Wednesday, 29. April 2009
Category : Baby Mamma
Location : Chicago
I was just talking to my dear husband the other night about how new mothers never really get to process the whole birth experience. One minute you are pregnant, the next minute (or 19 hours in my case) you are caring for a newborn and your whole world has shifted off its axis. Somewhere in there, you went through this hugely intense experience. But, by the time you have left the delivery room and are holding your new baby in your arms, the memory of it all is already starting to fade. And it occurred to me, in the midst of this pondering, that having a record of the actual experience someplace (minus 99/9% of the gore) might be useful one day. I remember asking my mother tons of questions about my birth and getting few answers. Time has a way of doing that to ones memory. And so, mostly for my myself, but also for you, my dear Amelia, in case you ever want to know: The story of your birth,
It was a cold March morning. We were getting ready for work just like we did every day back then. Going about the motions. Then, just as I stepped out of the shower, I felt a trickle of water down my leg (or so I thought). But then I realized that it was actually warm. And then it dawned on me. I stumbled downstairs to the smell of fresh coffee and tentatively said, "uh, honey, I think my water just broke." And then came the gush. And then we were certain. We took our time calling the doctor and getting to the hospital. We made sure to eat and shower and do all things necessary around the house. The whole experience was strangely calm. Not at all how either of us had pictured it-we would remark on this fact numerous times to each other as we prepped for the hospital. Our plans to labor through the early part at home vanished as we were instructed to go straight to the hospital. We arrived, and then things got scary for a while.

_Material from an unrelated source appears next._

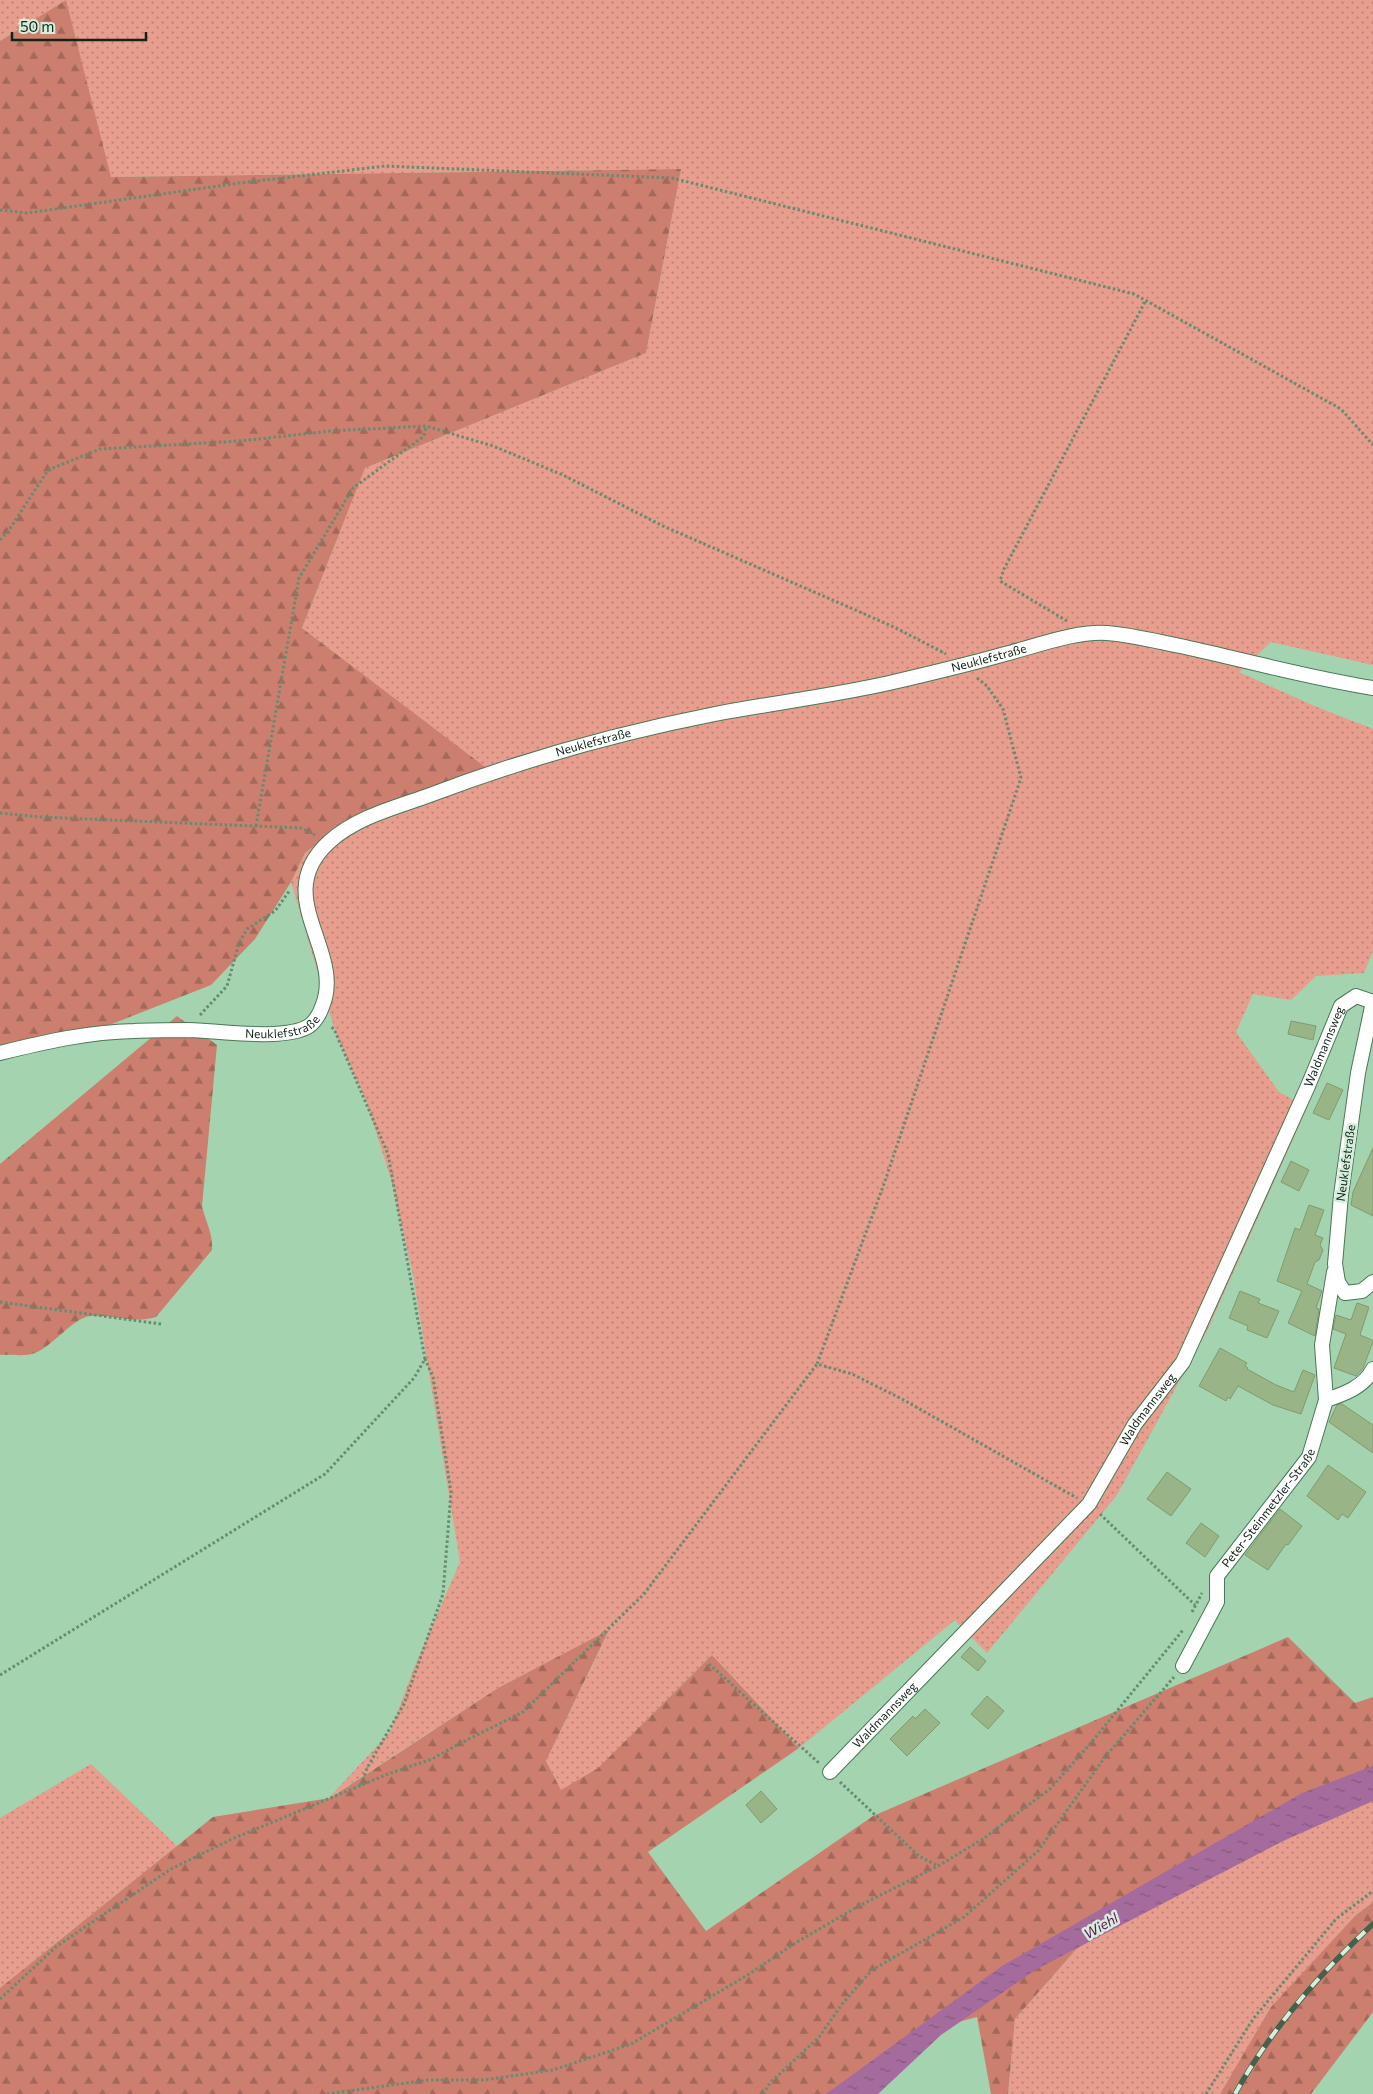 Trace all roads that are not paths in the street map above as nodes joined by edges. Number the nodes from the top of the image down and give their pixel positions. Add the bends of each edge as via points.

You hadn't dropped like they thought you had. They weren't sure you were in the right position. They were afraid you might not fit through the birth canal. We were bombared with these detials like the onset of a hurricane. We were terrified.I spent the next seven hours confined to bed. praying, and watching movies to keep my mind off things. I was in little pain at this point as things were going slow. I was told I had until 7pm to go into active labor on my own or I would be induced. That number haunted me like a nightmare during those first hours as we were so hoping for a natural and drug free birth. Eventually, we were allowed to walk the halls. Your father was the most fabulous labor coach. I could not have done it without him.
I went into active labor finally around 3pm, The pain was a welcome feeling at this point. I was toughing it out. 7pm came and went and I didn't even give it a thought. Your back was turned to my back. This is called back labor. It was beyond painful, but I just kept talking to you and focusing on the task at hand. Toughing it out on contraction at a time. Each wave of pain gave me new found strength I never thought I had. Fast forward to 8pm or so.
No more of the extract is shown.